The Cavs organization’s 4th-amendment-oblivious approach to the blogging collective was ultimately changed thanks to an intervention from J.B. Bickerstaff. In a pivotal confrontation before the March 24 game in Toronto, the Cavs’ coach convinced Altman that this mass of surveillance materials (known informally as ‘the C:tB File’) would be more useful to the team as a steady stream of bulletin board material than as fodder for a PR counteroffensive. (J.B. also reportedly told Altman that the File had given him new motivation to improve his out of timeout play calls, but that C:tB’s calls to play Dylan Windler extended minutes were a bridge too far.) Altman agreed and the team began a win streak that would propel them into the playoffs.

Our reporting finally makes clear that the Chris Francis recap ultimately had the effect of blowing the whistle, and then pulling the plug, on the “Stealth Tank Agenda.” The Cavs organization was brought back from the brink of a disastrous path, and the C:tB File would prove indispensable in motivating the Cavs back into the playoffs for the first time since 2018.

Bulletin board material was helpful, but equally crucial to the organization’s playoff push was Evan Mobley.

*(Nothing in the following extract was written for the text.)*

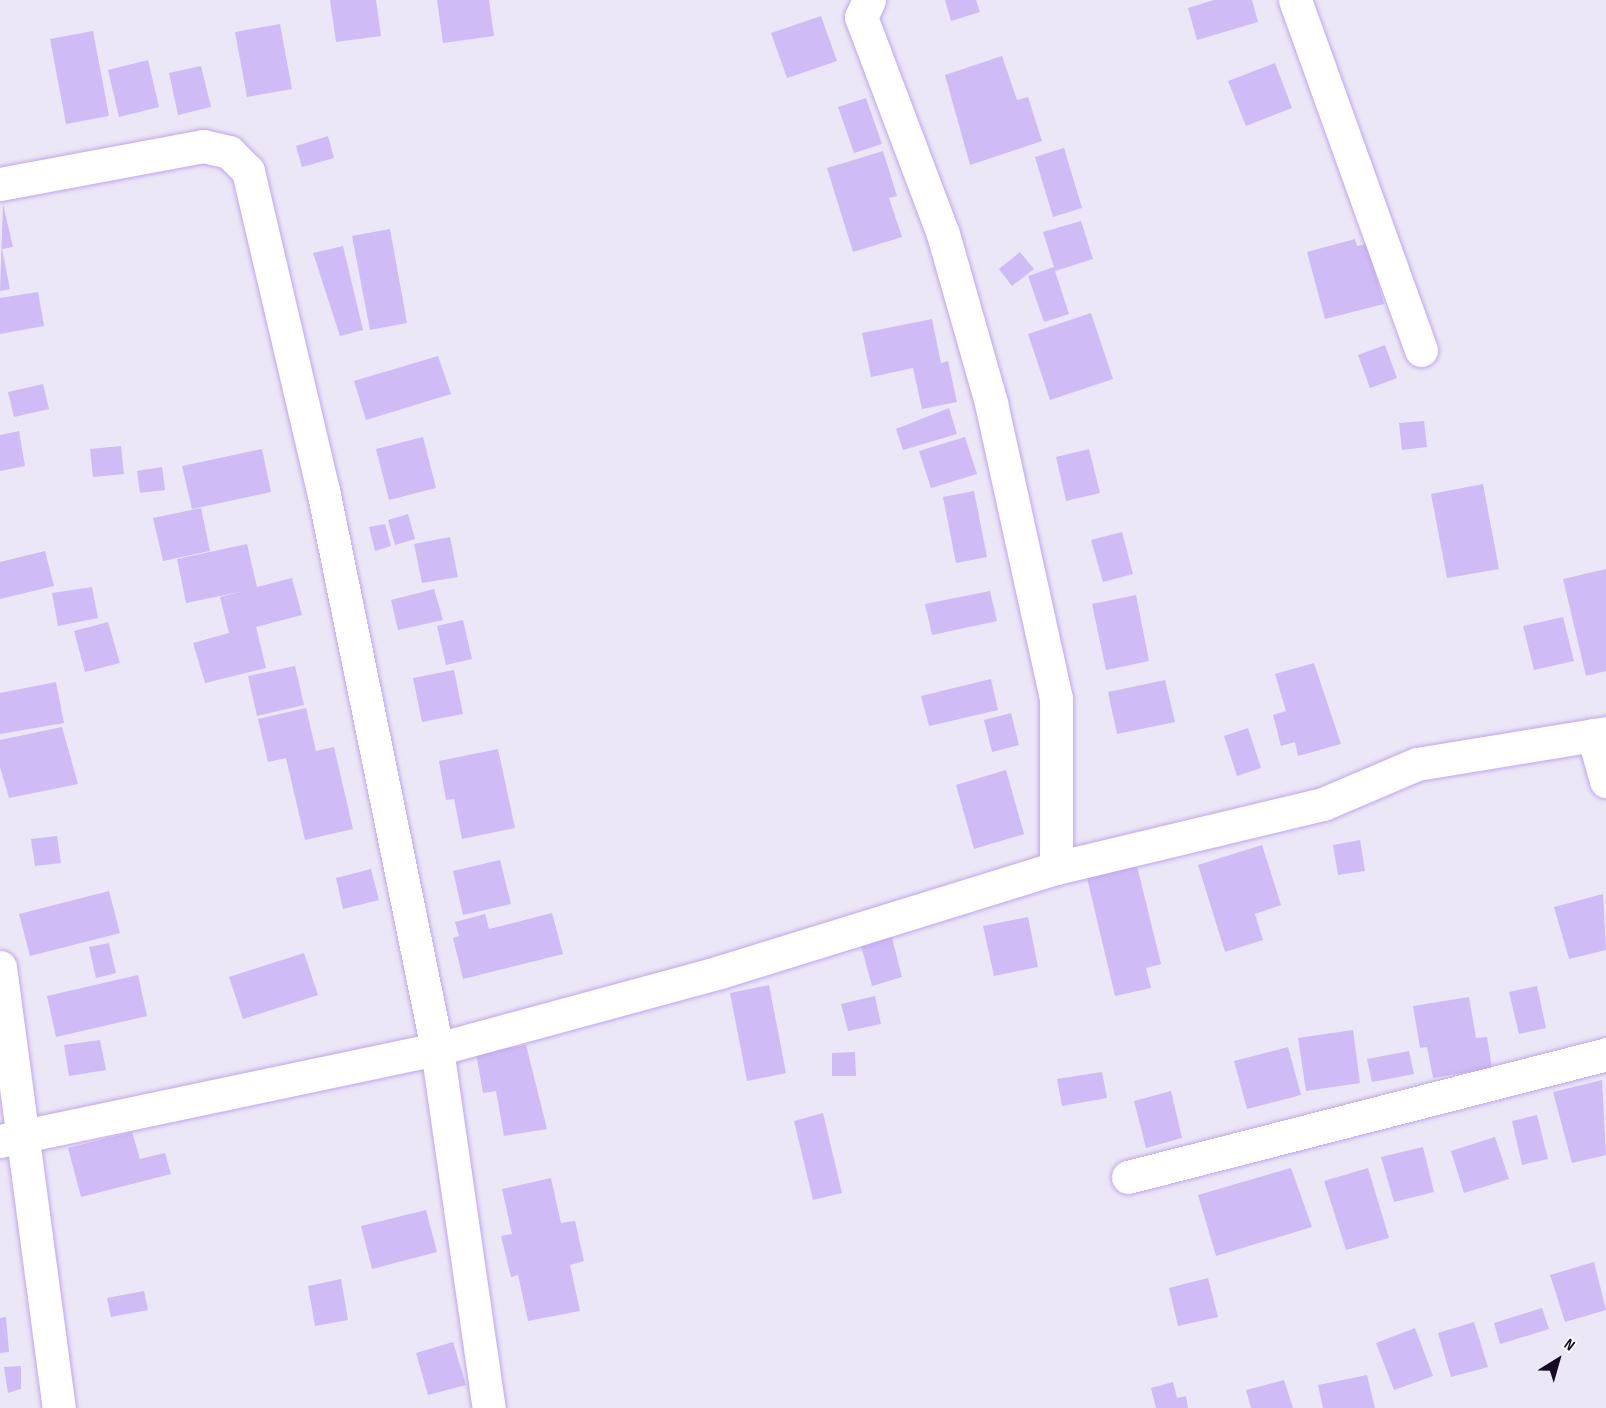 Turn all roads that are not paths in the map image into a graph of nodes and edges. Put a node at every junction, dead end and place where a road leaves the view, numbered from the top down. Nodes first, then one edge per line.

His ankles remained unturned, assuring him of “Rookie of the Year” awards and off-season plaudits. Rajon Rondo’s ankles also remained strong, and the veteran backup guard averaged nearly 50% from three with minimal turnovers and a new life as a one-on-one defender. Rondo’s resurgence was key piece of the playoff push, leading to the fan hashtags #RondoResurgent #RondoResurgency, #RickyRubioReincarnatedaasRajonRondo and then simply #RRRRR, leading fans to “rrrrr” in low rumbling unison whenever Rondo got the ball at home games, and, increasingly, in visiting arenas as the underdog Cavs picked up more fans. #LetEmKnow was nearly overtaken as a result.

Most importantly, the Cavs were able to hang on down the stretch, going full flamethrower against Orlando, Atlanta and Toronto. Lamar Stevens, rewarded with consistent playing time, tortured Atlanta fans with yet another game-ending dunk, leading the Hawks’ TV announcers to blurt out that “Lamar Stevens has gone the full General Sherman on Atlanta again.” (This unexpected reference to the Union’s triumph in the Civil War was a delight for Cleveland fans allergic to the display of Confederate flags, and an equally delightful play on the concept of “Sherman,” which had previously represented tanking, that is, as a reference to the more Ohio- or Michigan-built traditional World War II tank, in years gone by.)

Our reporting finally solves the question of why leaked Powerpoints of Koby Altman’s presentations to board members in early April 2022 included slides asserting that “‘Tank’ metaphors pertaining to the Cavs on all social media platforms were down 92% from the two previous seasons.” It also explains tweets from the organization’s official account showing how Koby Altman’s desk, littered with congratulatory missives and pixellated draft memos, had a sign on it reading “The Tank Stops Here.” It also helps to explain why Kevin Love described the Cavs as being “on a journey away from the bad end of the ‘playing meaningful games vs. the full tank’ spectrum” in a rambling postgame interview in mid-March.

Whatever the reasons behind the surge, Cleveland reached the five seed in late March, and in spite of a late-regular season loss to a Brooklyn Nets team going through extreme Ben Simmons drama, held on to that position in the standings. The Cavs took on the Philadelphia 76ers in the first round of the playoffs, flaming out in Game 7 with a 40-point Caris LeVert explosion in Philadelphia…

So that was fiction. No one at Cavs: the Blog has been under surveillance by the Cleveland Cavaliers organization, nor did any of these fictional meetings take place. But, in reality, is it possible that the Cavs actually “stealth tanked” at the end of this otherwise thrilling year to keep the Caris LeVert / Indiana first round pick? Readers will have to judge for themselves.